In pursuant to Companies Amendment Act, 2017, enforced on 07 May, 2018 by Ministry of
Corporate Affairs, the appointment of statutory auditor is not required to be ratified at
every annual general meeting.
COMMENTS ON AUDITORS' REPORT OR EXPLANATION TO AUDITOR'S REMARKS:
The Auditors' Report for the financial year ended on 31 March, 2024 forms part of this
Annual Report and the same does not contain any qualification, reservation or adverse
remark.
There have been no instances of fraud reported by the Auditors under Section 143(12) of
the Companies Act, 2013.
16. SECRETARIAL AUDITOR
The Board has appointed M/s. Nikhil Dhanotiya & Associates, Practicing Company
Secretaries, to conduct Secretarial Audit for the financial year ended 31 March, 2024. The
Secretarial Audit Report for the financial year ended 31 March, 2024 is annexed herewith
marked as Annexure: A to this Report. The Secretarial Audit Report does not contain any
qualification, reservation or adverse remark.
During the year under review, the Secretarial Auditors have not reported any matter
under Section 143(12)
of the Act. Therefore, no details are required to be disclosed under Section 134 (3)
(ca) of the Act.
17. INTERNAL AUDITOR:
The Company has appointed M/s Goyal Swati & Co., Chartered accountant as Internal
Auditor of the Company report directly to the Audit Committee of the Company for the
financial year 2023-2024.
The idea behind conducting Internal Audit is to examine that the Company is carrying
out its operations effectively and performing the processes, procedures and functions as
per the prescribed norms. The Internal Auditors reviewed the adequacy and efficiency of
the key internal controls guided by the Audit Committee.
During the year under review, the Internal Auditors have not reported any matter under
Section 143(12) of the Act. Therefore, no details are required to be disclosed under
Section 134 (3) (ca) of the Act.
18. COST AUDIT
In accordance with the provisions of Section 148 of the Companies Act, 2013 read with
the Companies (Audit and Auditors) Rules, 2014, and amendments thereof, the Board has, on
the recommendation of the Audit Committee, appointed M/s. K V M & Co. (Firm Regn No.

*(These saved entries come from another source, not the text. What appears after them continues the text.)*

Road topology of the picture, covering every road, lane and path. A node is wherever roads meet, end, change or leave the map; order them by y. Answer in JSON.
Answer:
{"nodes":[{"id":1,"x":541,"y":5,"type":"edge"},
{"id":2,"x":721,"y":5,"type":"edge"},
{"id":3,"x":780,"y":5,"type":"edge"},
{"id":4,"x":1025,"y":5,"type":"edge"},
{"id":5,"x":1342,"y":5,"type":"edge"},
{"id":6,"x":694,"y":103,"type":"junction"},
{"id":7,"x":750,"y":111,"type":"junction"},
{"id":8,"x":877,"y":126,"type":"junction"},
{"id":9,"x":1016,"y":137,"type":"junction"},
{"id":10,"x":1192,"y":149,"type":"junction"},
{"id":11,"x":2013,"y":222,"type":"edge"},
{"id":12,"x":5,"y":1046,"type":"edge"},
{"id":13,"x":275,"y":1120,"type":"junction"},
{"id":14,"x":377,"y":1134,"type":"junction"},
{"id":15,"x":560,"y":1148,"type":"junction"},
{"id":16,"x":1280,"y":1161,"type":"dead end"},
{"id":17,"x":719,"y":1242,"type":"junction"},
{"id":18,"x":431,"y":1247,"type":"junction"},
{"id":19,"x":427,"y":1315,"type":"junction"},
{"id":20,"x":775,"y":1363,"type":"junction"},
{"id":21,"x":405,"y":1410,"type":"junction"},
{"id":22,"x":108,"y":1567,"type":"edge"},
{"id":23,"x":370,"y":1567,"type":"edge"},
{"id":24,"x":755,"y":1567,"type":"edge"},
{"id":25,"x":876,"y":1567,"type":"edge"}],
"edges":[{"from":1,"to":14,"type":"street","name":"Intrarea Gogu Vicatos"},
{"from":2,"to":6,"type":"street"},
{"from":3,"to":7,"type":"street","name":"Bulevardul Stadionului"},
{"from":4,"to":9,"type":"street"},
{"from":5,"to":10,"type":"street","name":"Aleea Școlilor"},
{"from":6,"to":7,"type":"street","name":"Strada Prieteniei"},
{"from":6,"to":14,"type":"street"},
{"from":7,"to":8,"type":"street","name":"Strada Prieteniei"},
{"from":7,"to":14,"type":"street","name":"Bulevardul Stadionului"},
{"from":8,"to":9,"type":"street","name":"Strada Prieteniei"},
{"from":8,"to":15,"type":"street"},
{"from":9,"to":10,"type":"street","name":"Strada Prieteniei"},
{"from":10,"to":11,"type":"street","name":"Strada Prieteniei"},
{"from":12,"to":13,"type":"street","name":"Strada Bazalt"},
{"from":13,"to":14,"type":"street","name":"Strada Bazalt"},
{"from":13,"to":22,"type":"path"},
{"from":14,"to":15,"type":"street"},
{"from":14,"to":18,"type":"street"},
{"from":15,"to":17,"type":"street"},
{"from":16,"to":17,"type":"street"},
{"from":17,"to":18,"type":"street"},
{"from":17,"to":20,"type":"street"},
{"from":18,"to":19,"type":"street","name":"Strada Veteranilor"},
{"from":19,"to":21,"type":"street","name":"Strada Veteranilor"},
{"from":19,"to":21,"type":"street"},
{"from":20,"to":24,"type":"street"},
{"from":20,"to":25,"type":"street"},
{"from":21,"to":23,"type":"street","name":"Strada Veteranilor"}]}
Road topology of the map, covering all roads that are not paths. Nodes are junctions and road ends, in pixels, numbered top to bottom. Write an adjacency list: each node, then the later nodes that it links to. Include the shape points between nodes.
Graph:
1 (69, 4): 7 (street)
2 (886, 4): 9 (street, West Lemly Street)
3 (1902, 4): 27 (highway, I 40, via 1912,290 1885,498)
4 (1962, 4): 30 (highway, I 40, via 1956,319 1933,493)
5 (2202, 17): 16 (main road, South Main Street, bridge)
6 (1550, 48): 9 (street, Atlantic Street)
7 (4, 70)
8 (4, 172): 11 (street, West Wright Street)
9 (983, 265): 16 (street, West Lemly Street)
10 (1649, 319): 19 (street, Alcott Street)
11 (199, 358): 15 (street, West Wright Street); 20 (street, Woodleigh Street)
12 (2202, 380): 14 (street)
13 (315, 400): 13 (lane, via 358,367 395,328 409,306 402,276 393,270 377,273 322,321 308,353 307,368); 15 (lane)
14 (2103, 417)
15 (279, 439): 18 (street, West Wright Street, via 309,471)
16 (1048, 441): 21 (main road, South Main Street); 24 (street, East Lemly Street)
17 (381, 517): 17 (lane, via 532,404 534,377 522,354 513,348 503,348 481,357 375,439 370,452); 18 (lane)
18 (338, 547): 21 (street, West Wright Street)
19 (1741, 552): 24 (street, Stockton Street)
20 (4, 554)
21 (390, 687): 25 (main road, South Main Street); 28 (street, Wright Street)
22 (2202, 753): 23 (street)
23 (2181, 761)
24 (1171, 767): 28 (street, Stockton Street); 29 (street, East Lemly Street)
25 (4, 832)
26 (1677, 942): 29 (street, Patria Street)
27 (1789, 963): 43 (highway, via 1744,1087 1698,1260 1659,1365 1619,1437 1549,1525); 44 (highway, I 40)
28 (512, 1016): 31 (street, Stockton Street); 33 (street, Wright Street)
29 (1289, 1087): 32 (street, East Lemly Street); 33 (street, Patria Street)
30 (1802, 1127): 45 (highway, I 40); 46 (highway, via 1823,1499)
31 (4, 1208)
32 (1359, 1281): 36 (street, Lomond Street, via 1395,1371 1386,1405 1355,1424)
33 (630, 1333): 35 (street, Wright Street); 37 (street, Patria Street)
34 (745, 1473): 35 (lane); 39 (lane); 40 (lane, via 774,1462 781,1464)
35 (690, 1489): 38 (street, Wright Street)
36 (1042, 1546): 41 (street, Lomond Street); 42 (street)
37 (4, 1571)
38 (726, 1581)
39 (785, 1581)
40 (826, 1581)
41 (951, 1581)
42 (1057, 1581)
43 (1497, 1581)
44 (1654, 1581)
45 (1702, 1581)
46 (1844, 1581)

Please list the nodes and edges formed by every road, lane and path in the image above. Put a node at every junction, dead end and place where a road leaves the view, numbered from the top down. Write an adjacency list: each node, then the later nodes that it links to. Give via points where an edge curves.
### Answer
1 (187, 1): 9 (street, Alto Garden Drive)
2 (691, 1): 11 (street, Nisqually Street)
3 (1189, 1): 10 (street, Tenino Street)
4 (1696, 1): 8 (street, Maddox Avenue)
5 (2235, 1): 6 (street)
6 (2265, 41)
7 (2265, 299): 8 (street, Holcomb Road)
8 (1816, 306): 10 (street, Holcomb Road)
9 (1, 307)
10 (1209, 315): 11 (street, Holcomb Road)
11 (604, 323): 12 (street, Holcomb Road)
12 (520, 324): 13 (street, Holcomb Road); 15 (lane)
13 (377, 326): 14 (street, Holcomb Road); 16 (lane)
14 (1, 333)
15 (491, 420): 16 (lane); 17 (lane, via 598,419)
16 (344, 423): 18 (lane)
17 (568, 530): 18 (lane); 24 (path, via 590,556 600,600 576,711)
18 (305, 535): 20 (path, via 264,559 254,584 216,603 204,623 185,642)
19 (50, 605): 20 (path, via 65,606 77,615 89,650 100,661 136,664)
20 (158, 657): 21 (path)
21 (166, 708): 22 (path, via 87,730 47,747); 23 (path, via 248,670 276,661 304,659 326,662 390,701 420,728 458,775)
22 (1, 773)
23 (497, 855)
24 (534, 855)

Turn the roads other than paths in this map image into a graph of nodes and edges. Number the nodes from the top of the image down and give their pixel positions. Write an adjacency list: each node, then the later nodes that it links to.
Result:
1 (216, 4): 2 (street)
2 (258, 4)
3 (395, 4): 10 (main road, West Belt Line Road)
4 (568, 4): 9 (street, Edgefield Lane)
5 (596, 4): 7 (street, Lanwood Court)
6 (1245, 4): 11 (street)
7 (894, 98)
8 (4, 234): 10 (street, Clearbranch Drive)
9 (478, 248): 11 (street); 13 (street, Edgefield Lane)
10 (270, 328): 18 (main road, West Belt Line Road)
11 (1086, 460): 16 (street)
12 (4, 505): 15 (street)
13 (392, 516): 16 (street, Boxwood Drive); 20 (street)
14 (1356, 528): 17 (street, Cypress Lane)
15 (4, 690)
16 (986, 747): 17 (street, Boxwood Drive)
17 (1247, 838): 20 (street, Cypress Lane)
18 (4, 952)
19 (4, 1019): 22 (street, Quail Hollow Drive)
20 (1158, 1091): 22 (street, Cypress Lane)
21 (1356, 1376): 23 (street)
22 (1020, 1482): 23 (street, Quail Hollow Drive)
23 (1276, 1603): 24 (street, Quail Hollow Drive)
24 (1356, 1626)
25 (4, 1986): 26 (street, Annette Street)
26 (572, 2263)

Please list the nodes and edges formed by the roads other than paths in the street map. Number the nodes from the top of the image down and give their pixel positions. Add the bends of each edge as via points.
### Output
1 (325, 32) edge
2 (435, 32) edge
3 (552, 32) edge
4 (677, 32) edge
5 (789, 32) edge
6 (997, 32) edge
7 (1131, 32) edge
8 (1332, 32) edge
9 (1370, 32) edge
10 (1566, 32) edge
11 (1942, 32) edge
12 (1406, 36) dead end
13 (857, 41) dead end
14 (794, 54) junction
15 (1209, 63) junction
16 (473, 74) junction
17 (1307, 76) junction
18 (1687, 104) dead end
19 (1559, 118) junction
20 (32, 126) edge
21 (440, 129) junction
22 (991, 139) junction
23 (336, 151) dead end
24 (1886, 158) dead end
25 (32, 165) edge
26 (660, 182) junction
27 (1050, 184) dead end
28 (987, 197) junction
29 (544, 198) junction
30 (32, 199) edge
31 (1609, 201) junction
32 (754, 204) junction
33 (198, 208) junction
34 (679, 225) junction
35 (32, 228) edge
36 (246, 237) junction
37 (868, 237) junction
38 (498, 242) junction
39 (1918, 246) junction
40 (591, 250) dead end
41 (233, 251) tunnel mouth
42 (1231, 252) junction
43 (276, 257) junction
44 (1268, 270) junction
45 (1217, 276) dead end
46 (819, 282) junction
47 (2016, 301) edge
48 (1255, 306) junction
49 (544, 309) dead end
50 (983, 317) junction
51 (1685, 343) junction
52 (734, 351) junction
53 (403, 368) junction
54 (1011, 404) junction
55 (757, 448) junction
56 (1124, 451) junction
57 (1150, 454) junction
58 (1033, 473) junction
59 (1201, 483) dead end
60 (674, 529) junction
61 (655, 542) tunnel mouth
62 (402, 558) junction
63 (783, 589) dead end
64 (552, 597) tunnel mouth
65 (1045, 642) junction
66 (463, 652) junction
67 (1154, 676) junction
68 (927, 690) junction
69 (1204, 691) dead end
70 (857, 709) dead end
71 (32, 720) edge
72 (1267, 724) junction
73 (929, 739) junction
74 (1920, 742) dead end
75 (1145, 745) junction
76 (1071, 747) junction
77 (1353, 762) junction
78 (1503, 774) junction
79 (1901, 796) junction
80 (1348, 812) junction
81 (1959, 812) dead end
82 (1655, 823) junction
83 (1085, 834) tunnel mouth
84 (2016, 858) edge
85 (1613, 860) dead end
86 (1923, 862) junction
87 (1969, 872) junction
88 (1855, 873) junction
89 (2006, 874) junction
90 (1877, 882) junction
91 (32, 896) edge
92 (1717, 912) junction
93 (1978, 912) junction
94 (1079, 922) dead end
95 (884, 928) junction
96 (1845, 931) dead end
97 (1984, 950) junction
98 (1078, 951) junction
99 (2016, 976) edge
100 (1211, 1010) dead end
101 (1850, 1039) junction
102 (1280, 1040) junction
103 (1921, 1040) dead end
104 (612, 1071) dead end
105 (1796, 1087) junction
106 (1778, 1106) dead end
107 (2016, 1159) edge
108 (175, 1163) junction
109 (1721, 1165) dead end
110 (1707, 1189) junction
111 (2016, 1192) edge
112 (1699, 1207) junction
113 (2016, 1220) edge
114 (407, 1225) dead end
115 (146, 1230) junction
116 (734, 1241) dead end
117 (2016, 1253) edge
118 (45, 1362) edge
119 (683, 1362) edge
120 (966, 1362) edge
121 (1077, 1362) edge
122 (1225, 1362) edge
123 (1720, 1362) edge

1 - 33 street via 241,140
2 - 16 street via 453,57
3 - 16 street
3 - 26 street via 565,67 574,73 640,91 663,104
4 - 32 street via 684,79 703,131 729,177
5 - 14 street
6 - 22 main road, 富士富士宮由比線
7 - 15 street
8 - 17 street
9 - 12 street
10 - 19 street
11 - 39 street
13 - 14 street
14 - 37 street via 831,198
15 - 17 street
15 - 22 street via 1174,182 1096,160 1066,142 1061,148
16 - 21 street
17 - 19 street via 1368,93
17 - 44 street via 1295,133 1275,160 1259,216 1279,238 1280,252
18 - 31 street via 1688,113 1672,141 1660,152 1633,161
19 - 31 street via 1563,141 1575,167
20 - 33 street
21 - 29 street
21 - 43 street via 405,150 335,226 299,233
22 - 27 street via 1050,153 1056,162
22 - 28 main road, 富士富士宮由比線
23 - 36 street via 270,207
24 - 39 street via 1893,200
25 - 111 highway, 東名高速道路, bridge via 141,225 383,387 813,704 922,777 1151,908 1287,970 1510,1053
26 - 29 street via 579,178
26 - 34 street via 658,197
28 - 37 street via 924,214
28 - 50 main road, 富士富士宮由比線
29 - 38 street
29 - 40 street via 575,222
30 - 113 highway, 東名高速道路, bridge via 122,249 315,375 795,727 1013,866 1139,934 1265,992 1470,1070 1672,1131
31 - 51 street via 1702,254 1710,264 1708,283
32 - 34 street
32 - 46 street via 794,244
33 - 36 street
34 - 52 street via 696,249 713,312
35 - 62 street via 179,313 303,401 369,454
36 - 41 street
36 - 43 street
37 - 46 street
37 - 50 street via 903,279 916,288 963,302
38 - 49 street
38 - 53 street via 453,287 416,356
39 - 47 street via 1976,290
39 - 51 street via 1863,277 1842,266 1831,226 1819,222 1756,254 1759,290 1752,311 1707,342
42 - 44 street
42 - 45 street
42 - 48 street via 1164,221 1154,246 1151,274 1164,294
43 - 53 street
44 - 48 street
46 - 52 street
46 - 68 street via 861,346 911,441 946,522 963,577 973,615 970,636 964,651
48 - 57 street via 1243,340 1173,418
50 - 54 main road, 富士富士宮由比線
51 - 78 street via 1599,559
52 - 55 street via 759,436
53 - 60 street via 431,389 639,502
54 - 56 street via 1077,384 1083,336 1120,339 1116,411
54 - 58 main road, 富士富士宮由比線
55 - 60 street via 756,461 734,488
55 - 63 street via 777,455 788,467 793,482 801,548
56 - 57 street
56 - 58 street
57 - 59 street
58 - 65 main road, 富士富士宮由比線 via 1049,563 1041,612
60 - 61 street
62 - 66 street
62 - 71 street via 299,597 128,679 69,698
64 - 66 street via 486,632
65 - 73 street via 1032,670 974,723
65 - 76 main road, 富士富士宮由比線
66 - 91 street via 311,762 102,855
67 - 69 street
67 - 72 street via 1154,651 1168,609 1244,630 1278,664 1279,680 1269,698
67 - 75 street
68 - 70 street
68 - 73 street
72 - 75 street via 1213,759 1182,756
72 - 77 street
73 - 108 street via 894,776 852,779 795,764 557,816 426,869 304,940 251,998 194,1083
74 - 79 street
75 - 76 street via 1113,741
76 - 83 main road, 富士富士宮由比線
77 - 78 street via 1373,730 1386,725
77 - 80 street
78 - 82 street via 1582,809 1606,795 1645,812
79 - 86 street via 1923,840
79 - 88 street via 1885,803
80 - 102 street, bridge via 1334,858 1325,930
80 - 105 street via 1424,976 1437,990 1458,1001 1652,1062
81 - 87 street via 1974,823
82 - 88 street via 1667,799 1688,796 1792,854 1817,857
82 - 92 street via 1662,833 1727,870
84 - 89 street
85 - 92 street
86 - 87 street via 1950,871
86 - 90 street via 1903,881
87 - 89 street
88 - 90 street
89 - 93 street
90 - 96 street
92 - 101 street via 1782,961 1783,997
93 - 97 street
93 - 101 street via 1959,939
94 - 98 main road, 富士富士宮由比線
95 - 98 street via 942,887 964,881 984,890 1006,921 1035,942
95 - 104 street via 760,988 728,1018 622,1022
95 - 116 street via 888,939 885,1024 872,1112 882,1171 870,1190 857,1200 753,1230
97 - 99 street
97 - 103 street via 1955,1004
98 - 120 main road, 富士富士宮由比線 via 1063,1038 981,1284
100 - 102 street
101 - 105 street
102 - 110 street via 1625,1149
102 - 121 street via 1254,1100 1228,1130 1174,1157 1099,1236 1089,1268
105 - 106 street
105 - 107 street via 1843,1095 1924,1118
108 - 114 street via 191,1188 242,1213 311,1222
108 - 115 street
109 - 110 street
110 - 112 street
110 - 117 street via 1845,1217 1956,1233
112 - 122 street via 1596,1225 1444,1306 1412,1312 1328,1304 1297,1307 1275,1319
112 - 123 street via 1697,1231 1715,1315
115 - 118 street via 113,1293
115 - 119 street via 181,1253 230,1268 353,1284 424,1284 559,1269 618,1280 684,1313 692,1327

000458) at a remuneration of ' 55,000/- (Rupees Fifty Five Thousand Only) plus taxes as
applicable and re-imbursement of out of pocket expenses as may be incurred for conducting
the Cost Audit for the financial year 2024-2025.
I n terms of the provisions of Section 148(3) of the Companies Act, 2013 read with Rule
14(a)(ii) of the Companies (Audit and Auditors) Rules, 2014, the remuneration payable to
the Cost Auditor is ratified by the shareholders. Accordingly, a resolution seeking the
shareholders' ratification of the remuneration payable to the Cost Auditors for the
2024-25 is included in the Notice convening the Annual General Meeting.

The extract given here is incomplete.